Dieterle Christoph D, Schmauss Susanne, Arbogast Helmut, Domsch Christoph, Huber Rudolf M, Landgraf Rüdiger
Department of Internal Medicine, Diabetes Center and Pulmonary Division, Medizinische Klinik Innenstadt, University of Munich, Munich, Germany.
Transplantation. 2007 Mar 15;83(5):566-9. doi: 10.1097/01.tp.0000253882.95177.61.
Pulmonary function is impaired in type 1 diabetes mellitus and is associated with the quality of metabolic control. Correction of chronic hyperglycemia by pancreas transplantation may ameliorate pulmonary function.

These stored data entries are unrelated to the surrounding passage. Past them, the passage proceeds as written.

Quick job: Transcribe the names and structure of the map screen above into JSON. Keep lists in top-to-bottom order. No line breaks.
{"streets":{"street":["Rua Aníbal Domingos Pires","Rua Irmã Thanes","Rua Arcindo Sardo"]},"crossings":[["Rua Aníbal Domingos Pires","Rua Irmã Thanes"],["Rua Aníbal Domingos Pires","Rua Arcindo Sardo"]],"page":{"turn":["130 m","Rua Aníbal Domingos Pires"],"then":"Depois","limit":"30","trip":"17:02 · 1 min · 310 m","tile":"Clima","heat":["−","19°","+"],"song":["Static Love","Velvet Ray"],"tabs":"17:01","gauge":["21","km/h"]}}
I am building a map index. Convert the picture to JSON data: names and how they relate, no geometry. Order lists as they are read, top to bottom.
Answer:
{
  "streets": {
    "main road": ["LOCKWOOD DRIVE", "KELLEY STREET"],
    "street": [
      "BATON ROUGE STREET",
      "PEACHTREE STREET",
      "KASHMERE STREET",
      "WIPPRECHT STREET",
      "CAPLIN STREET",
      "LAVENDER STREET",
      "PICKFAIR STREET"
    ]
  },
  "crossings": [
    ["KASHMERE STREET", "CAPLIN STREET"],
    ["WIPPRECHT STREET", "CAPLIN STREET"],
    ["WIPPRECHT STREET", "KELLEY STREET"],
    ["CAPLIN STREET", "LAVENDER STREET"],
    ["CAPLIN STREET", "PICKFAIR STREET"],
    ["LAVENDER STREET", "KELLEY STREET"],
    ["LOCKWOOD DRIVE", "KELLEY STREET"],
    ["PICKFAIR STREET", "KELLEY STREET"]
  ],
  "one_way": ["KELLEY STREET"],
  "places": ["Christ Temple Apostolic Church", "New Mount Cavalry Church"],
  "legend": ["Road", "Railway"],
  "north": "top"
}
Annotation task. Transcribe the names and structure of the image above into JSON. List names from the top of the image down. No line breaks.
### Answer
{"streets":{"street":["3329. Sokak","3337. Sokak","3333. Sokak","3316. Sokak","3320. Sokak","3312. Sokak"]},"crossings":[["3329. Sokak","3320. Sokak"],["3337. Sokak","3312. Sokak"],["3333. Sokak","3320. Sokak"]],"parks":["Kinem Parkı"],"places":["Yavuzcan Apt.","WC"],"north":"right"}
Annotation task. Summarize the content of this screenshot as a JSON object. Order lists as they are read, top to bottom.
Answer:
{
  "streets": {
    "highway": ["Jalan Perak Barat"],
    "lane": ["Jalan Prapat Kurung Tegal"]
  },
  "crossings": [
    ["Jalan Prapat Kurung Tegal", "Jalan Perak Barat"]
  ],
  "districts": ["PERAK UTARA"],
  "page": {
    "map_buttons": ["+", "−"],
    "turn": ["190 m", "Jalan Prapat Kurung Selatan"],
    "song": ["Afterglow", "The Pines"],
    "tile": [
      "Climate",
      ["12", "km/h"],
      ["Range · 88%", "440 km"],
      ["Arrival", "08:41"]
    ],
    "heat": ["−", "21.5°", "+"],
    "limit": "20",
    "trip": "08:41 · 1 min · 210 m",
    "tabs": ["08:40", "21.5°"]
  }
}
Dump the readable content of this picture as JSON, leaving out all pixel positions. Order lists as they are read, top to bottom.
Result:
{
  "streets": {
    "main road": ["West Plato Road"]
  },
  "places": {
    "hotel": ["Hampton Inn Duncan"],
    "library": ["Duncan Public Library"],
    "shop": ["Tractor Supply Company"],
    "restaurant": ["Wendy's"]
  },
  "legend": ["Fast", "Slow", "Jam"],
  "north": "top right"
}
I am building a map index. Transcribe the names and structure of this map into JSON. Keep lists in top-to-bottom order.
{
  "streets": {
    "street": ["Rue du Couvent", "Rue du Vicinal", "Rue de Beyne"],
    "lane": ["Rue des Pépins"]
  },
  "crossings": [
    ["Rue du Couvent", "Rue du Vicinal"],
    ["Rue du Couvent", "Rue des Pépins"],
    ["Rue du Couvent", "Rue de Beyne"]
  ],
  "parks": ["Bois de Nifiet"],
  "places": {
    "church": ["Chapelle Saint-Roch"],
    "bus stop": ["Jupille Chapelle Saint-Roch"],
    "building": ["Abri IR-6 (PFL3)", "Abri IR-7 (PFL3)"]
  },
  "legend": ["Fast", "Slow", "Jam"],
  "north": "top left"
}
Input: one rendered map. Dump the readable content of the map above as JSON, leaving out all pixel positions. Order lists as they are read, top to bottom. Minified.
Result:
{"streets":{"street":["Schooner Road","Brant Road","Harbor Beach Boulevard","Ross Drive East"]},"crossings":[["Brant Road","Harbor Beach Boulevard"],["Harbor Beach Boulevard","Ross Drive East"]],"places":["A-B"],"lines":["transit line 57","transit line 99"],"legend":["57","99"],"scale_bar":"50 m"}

Lung volume and diffusing capacity were measured in 75 uremic patients with type 1 diabetes and a long diabetes duration waiting for a simultaneous kidney and pancreas transplantation (SPK). In addition 85 patients after SPK and 20 patients after kidney transplantation alone (KA) were investigated. In a subgroup of 30 patients, data before and after SPK were available for prospective analysis.
Reduced lung volume and diffusing capacity were found in type 1 diabetic patients before transplantation. Nearly all parameters of pulmonary function improved after SPK and KA. A significant change was found for forced expiratory volume at 1 sec (FEV1) and FEV1/forced vital capacity (FVC) (Tiffenau index). A significant amelioration of diffusing capacity was only found in the SPK group but not in the KA group. The prospective investigation revealed significant improvements of pulmonary function after SPK: FEV1 (P=0.001), FVC, (P=0,006), Tiffenau index (P=0.03), and Hb-corrected diffusing capacity (carbon monoxide transfer factor, TCO), P=0.03; transfer coefficient (KCO=TCO corrected for alveolar volume), P=0.01.
Simultaneous pancreas and kidney transplantation is able to attain long-term normoglycemia and to improve pulmonary function in uremic type 1 diabetic patients.
1型糖尿病患者存在肺功能受损,且与代谢控制质量相关。胰腺移植纠正慢性高血糖可能改善肺功能。
对75例等待同期肾胰联合移植(SPK)、患有1型糖尿病且糖尿病病程长的尿毒症患者进行肺容积和弥散功能测定。此外,还对85例接受SPK后的患者和20例仅接受肾移植(KA)后的患者进行了调查。在30例患者的亚组中,可获得SPK前后的数据用于前瞻性分析。
1型糖尿病患者移植前肺容积和弥散功能降低。SPK和KA后几乎所有肺功能参数均有改善。1秒用力呼气容积(FEV1)和FEV1/用力肺活量(FVC)(蒂芬诺指数)有显著变化。仅在SPK组中发现弥散功能有显著改善,而KA组未发现。前瞻性研究显示SPK后肺功能有显著改善:FEV1(P=0.001)、FVC(P=0.006)、蒂芬诺指数(P=0.03)和血红蛋白校正的弥散功能(一氧化碳转运因子,TCO),P=0.03;转移系数(KCO=TCO经肺泡容积校正),P=0.01。
同期肾胰联合移植能够使尿毒症1型糖尿病患者实现长期血糖正常并改善肺功能。